The asteroid belt is the region of the Solar System located roughly between the orbits of the planets Mars and Jupiter. It is occupied by numerous irregularly shaped bodies called asteroids or minor planets. The asteroid belt is also termed the main asteroid belt or main belt because there are other asteroids in the Solar System such as near-Earth asteroids and trojan asteroids. About half the mass of the belt is contained in the four largest asteroids: Ceres, 4 Vesta, 2 Pallas, and 10 Hygiea. These have mean diameters of more than 400 km, while Ceres, the asteroid belt's only dwarf planet, is about 950 km in diameter.[1][2][3][4] The remaining bodies range down to the size of a dust particle. The asteroid material is so thinly distributed that numerous unmanned spacecraft have traversed it without incident. Nonetheless, collisions between large asteroids do occur, and these can form an asteroid family whose members have similar orbital characteristics and compositions. Collisions also produce a fine dust that forms a major component of the zodiacal light. Individual asteroids within the asteroid belt are categorized by their spectra, with most falling into three basic groups: carbonaceous (C-type), silicate (S-type), and metal-rich (M-type).

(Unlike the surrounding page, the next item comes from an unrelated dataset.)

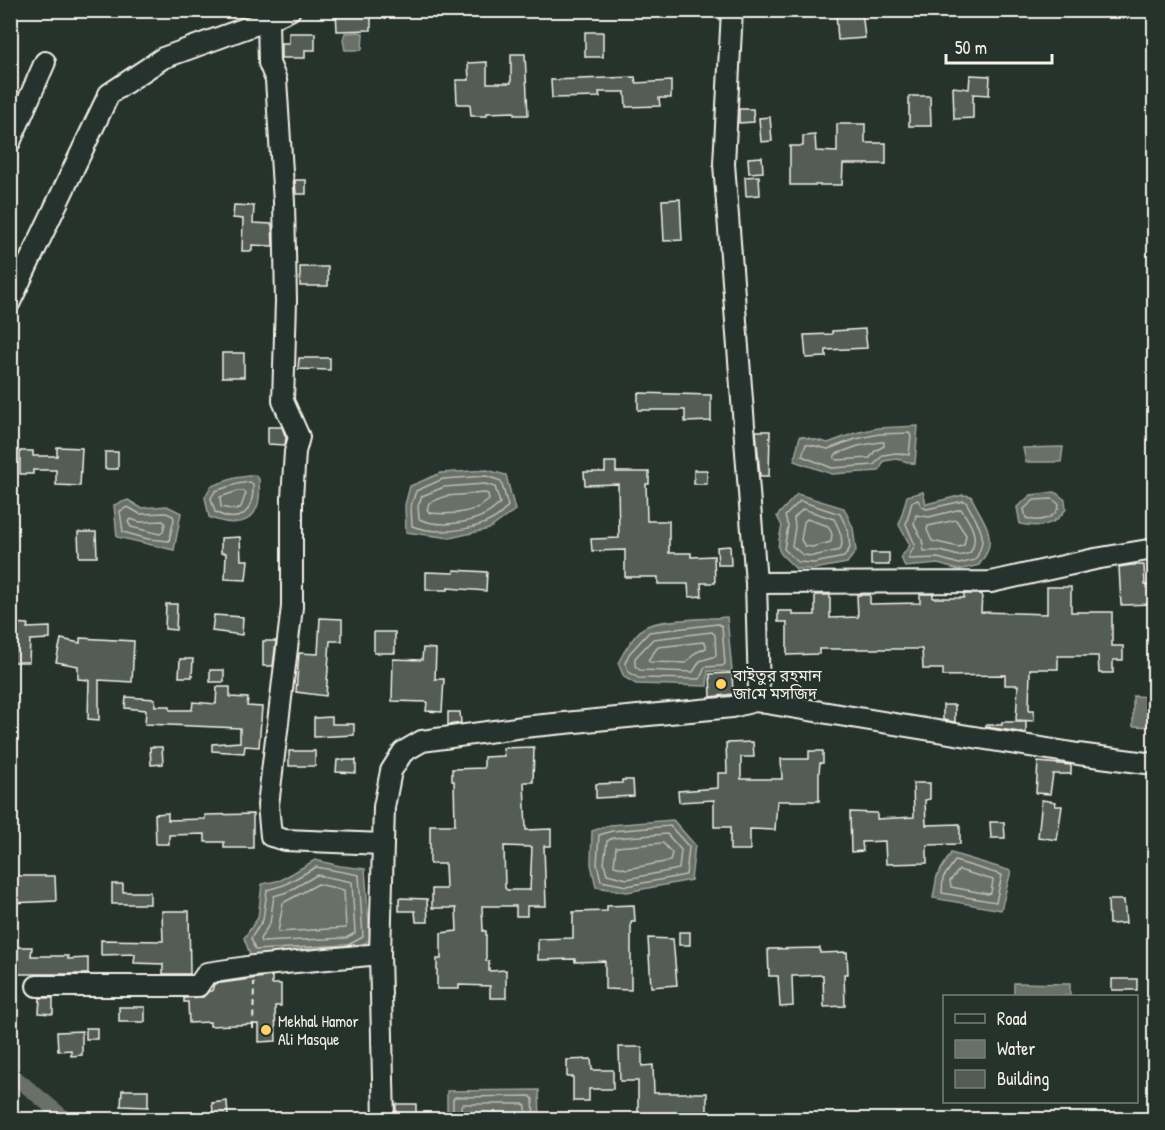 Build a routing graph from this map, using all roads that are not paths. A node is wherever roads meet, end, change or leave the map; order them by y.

The asteroid belt formed from the primordial solar nebula as a group of planetesimals, the smaller precursors of the planets, which in turn formed protoplanets. Between Mars and Jupiter, however, gravitational perturbations from the giant planet imbued the protoplanets with too much orbital energy for them to accrete into a planet. Collisions became too violent, and instead of fusing together, the planetesimals and most of the protoplanets shattered. As a result, most of the asteroid belt's mass has been lost since the formation of the Solar System. Some fragments can eventually find their way into the inner Solar System, leading to meteorite impacts with the inner planets. Asteroid orbits continue to be appreciably perturbed whenever their period of revolution about the Sun forms an orbital resonance with Jupiter. At these orbital distances, a Kirkwood gap occurs as they are swept into other orbits.
Classes of small Solar System bodies in other regions include the centaurs, Kuiper belt and scattered disk objects, and Oort cloud comets.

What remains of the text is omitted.